Several questions are being asked of North Dakota Dakota State College of Science and its leadership.

The State Auditor’s Office reported that the college engaged in inappropriate activities surrounding a proposed career workforce academy, is not meeting TrainND Southeast program goals and is overstating program results.

Tony Grindberg, a Fargo city commissioner, is NDSCS’ Vice President of Workforce Affairs. The audit report stated Grindberg was directly involved with the procurement of consulting services from Flint Group without disclosing a conflict of interest.

“Mr. Grindberg is married to the Chief Financial Officer (Karen Grindberg) of Flint Group,” the report stated. “In fiscal year 2018, NDSCS paid $39,500 in contracted consulting fees to Flint Group, an advertised consulting group.”

President Dr. John Richman, NDSCS, wrote a partial response to the audit report. It was dated April 10. The audit report was made public April 15. A full response will follow in May.

Richman answered questions Tuesday, April 16 regarding the audit report, its findings and its outcome.

Daily News Media: You’ve said the decision to hire Flint Group, including what to pay the firm, was your own. What led you to choose Flint Group?

Dr. John Richman: We have worked with the Flint Group numerous times, here at the college and at the foundation, over a course of many years. We knew the quality of the staff, we knew the quality of work.

The CEO of Flint (Roger Reierson), I got to know for the first time many years ago. He was also serving (on the Board of Trustees of the North Central Association for the Higher Learning Commission). I knew Roger had a passion and a background in higher education.

When you look at the work that they’ve done, not just for our higher education entity, but for many higher education institutions in the region … I also knew that, because they’re located in Fargo, they would know the partners that we were working with, the K-12 schools we’re working with.

I also knew that they would know many of the potential donors that we were asking in our private fundraising campaign. And then, when I talked to Roger on the phone, what really sold me was his understanding of not just the (request for proposals), but he understood what we were trying to accomplish by moving forward this concept of a career workforce academy.

I could really tell he was willing to make a huge investment into seeing that continue to move forward. He understood the need for us to have that strategic plan, that first phase, planning document for this project to move forward.

It was really all those factors (that convinced me) that they were the firm that could do the best job. (Reierson) and I negotiated a price, wrote the contract, signed it and it was a done deal.

DNM: You said NDSCS has policies, procedures and a form in order to prevent a conflict of interest. You also said filling out a notification of business interest form is a formality. In a situation like this, how can the college account for a lack of full disclosure?

Richman: Had Tony included the Flint Group on that form, it would have only been a formality.

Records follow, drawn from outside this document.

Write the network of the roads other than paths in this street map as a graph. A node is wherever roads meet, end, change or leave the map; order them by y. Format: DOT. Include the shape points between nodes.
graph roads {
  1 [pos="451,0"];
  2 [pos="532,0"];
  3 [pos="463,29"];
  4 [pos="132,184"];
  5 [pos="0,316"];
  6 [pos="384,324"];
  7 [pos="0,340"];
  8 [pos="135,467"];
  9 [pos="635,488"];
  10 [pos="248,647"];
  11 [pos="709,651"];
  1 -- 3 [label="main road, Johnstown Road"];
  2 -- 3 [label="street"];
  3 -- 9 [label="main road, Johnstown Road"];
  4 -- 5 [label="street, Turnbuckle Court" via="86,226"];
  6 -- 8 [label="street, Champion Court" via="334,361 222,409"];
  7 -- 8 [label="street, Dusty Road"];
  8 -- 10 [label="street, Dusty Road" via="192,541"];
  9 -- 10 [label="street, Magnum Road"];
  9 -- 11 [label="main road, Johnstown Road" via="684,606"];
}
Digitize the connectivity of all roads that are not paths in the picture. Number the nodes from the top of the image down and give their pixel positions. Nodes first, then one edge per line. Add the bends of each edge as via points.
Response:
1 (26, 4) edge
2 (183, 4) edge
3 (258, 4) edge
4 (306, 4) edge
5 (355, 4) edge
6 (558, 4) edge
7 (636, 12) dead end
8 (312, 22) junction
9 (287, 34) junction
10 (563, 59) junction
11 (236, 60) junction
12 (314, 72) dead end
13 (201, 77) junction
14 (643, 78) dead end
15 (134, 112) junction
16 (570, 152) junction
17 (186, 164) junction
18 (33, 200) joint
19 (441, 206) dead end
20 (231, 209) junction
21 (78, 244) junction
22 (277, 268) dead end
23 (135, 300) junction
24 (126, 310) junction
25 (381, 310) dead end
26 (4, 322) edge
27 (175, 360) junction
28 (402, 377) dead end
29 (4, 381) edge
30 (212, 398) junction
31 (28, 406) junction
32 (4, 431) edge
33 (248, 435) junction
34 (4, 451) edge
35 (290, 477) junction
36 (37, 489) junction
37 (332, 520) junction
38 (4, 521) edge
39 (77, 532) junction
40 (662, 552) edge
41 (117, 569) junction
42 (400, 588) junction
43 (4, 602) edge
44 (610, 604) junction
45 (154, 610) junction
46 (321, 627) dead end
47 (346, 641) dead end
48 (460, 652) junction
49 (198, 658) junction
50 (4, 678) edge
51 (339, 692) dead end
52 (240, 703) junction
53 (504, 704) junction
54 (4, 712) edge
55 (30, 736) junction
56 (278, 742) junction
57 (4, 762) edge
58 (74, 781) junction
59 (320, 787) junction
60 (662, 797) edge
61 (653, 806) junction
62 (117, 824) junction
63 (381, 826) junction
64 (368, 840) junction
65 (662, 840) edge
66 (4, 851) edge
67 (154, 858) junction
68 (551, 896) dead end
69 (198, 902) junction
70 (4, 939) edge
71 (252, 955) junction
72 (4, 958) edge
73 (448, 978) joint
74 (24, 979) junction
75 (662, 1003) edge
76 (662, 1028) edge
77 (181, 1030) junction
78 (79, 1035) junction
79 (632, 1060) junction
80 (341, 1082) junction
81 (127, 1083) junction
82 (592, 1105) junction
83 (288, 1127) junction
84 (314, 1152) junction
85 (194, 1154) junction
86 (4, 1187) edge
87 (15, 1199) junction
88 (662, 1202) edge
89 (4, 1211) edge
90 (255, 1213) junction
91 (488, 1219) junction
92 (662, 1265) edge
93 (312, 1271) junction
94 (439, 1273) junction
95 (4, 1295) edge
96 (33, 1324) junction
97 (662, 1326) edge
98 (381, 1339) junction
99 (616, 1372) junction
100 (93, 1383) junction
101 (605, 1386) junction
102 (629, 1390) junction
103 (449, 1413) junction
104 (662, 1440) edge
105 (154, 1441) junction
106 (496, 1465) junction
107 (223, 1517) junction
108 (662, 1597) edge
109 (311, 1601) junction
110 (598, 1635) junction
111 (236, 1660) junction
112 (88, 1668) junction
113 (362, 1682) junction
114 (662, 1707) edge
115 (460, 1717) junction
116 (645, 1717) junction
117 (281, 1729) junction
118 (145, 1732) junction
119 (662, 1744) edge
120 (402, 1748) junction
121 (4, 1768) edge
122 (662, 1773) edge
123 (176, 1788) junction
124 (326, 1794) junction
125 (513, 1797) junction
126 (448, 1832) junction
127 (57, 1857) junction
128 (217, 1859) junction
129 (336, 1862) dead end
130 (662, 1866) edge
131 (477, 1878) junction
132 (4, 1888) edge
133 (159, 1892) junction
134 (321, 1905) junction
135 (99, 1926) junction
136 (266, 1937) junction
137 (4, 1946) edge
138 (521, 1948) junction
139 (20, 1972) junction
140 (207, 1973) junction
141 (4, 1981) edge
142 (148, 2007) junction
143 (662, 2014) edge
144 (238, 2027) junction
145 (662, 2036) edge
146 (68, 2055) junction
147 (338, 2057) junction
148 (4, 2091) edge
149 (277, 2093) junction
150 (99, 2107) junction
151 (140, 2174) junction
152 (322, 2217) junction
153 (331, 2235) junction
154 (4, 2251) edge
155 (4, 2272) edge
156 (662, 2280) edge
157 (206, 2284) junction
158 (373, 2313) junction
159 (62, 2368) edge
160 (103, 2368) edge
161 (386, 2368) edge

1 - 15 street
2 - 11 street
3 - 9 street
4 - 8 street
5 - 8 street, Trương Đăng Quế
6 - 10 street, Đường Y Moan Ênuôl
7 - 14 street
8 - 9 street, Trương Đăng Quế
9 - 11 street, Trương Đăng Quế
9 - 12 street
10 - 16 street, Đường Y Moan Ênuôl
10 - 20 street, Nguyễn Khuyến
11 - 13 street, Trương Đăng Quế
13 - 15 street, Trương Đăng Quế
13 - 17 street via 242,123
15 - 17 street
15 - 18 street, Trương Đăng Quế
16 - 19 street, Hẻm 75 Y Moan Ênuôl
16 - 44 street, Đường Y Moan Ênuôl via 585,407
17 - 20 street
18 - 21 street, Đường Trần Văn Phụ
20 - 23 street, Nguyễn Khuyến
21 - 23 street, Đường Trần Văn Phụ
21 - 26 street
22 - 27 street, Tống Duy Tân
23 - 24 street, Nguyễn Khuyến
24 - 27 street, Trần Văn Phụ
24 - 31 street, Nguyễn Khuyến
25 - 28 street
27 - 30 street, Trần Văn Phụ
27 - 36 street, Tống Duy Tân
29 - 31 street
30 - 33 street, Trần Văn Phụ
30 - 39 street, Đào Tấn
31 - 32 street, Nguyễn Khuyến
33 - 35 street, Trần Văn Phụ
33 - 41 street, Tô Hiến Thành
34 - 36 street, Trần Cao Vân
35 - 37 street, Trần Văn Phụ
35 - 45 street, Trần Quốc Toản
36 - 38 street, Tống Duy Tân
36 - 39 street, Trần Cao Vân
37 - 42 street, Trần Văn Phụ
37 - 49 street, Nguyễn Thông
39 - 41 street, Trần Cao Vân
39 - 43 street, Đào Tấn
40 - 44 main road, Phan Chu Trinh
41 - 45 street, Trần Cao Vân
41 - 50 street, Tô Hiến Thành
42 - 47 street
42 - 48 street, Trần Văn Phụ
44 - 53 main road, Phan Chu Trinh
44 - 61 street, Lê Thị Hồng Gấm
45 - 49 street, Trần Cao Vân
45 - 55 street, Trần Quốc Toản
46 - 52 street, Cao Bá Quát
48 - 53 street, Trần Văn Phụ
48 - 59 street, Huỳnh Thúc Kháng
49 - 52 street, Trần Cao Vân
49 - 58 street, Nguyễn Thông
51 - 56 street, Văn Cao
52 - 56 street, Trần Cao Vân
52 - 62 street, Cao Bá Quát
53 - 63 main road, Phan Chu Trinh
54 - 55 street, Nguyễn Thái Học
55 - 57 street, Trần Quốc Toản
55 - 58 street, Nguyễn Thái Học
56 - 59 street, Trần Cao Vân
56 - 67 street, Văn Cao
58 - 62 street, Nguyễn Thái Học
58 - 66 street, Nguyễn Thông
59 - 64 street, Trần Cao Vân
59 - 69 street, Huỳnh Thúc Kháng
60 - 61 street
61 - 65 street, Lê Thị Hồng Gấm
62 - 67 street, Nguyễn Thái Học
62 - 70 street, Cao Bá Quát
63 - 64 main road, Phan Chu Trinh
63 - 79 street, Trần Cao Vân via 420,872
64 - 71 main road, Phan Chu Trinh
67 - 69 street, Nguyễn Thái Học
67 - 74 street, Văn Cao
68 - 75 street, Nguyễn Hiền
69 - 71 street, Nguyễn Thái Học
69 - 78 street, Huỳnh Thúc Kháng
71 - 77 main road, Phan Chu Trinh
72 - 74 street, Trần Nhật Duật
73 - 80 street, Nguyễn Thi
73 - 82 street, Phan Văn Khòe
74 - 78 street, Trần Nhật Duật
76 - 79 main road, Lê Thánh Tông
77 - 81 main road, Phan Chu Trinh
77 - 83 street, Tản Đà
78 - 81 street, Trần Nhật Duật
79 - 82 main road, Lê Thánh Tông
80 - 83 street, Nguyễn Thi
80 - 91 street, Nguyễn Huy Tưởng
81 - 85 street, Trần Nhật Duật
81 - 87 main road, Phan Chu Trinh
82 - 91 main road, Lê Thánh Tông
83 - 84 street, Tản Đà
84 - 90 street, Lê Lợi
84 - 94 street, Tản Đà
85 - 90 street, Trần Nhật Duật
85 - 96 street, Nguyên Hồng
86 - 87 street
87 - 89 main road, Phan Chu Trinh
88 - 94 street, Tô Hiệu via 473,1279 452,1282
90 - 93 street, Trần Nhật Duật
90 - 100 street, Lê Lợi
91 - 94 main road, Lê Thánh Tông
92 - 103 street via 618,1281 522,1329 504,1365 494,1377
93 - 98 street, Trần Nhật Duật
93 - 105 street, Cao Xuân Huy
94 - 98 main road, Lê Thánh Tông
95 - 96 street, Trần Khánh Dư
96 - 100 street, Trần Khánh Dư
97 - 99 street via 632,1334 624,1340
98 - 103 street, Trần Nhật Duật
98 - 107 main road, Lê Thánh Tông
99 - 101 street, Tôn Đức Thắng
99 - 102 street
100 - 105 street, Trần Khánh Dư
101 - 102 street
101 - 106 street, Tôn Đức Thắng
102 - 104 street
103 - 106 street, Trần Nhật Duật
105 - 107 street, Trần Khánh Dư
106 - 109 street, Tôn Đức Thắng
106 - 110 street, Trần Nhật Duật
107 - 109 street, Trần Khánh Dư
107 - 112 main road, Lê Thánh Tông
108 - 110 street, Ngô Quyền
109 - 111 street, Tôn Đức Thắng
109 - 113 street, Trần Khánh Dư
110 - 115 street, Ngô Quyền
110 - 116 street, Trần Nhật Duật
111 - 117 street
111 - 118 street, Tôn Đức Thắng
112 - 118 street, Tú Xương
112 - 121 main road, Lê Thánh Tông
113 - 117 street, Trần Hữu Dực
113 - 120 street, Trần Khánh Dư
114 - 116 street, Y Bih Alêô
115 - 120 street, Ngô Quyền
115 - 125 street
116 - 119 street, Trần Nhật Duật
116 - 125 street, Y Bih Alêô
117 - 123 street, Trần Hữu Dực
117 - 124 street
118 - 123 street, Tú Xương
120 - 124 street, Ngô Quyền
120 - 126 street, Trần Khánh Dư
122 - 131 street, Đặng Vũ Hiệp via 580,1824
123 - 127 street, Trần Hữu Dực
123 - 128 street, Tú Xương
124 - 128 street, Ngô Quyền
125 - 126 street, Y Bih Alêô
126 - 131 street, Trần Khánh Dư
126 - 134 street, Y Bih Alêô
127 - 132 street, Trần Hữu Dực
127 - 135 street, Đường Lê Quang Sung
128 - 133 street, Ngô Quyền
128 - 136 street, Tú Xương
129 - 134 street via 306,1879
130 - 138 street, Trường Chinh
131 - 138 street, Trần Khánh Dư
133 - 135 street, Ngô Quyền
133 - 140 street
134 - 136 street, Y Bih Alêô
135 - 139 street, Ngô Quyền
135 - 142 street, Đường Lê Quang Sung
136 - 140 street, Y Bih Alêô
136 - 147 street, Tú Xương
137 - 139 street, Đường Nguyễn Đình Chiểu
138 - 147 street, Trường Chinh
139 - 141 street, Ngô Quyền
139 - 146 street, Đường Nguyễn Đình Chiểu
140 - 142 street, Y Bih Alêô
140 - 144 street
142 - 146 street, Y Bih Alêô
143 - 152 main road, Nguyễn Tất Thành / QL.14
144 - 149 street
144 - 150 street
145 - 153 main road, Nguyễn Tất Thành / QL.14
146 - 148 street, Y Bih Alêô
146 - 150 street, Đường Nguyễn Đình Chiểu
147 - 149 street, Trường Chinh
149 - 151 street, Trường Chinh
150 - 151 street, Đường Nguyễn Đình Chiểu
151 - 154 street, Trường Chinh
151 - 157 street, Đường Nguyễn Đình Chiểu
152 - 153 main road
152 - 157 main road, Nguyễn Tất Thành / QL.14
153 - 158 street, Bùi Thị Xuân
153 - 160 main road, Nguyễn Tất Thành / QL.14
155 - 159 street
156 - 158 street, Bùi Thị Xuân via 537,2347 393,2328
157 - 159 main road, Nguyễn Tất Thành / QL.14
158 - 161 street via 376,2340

If you understand the policy and the form, it’s really to help an employee to share with the administration of the college where their business interests might be in conflict. It’s kind of a disclosing of things that we might not know as an administration.

In this case, (through) our work with Flint over many years, we knew full well that Tony’s wife worked at Flint. We knew that before Tony was hired into his vice president’s role. The formality is, he could have put it on his form (but) we all knew it. There wasn’t anything being hidden. There wasn’t anything being disclosed.

DNM: NDSCS has said it did not attempt to obstruct or mislead the auditors. Would you describe how a situation like that could occur?

Richman: In my response and in the audit report, it quotes the question that we, NDSCS, was asked by the state auditor. Also in the audit report, and it quotes, the search parameters the auditor asked the North Dakota University System IT staff to run that search.

The question we were asked was a very subjective question. It would be difficult for a third party to respond to. Whereas the question that was asked to the University System IT staff was a very objective question that any IT specialist could read and know how to do the search.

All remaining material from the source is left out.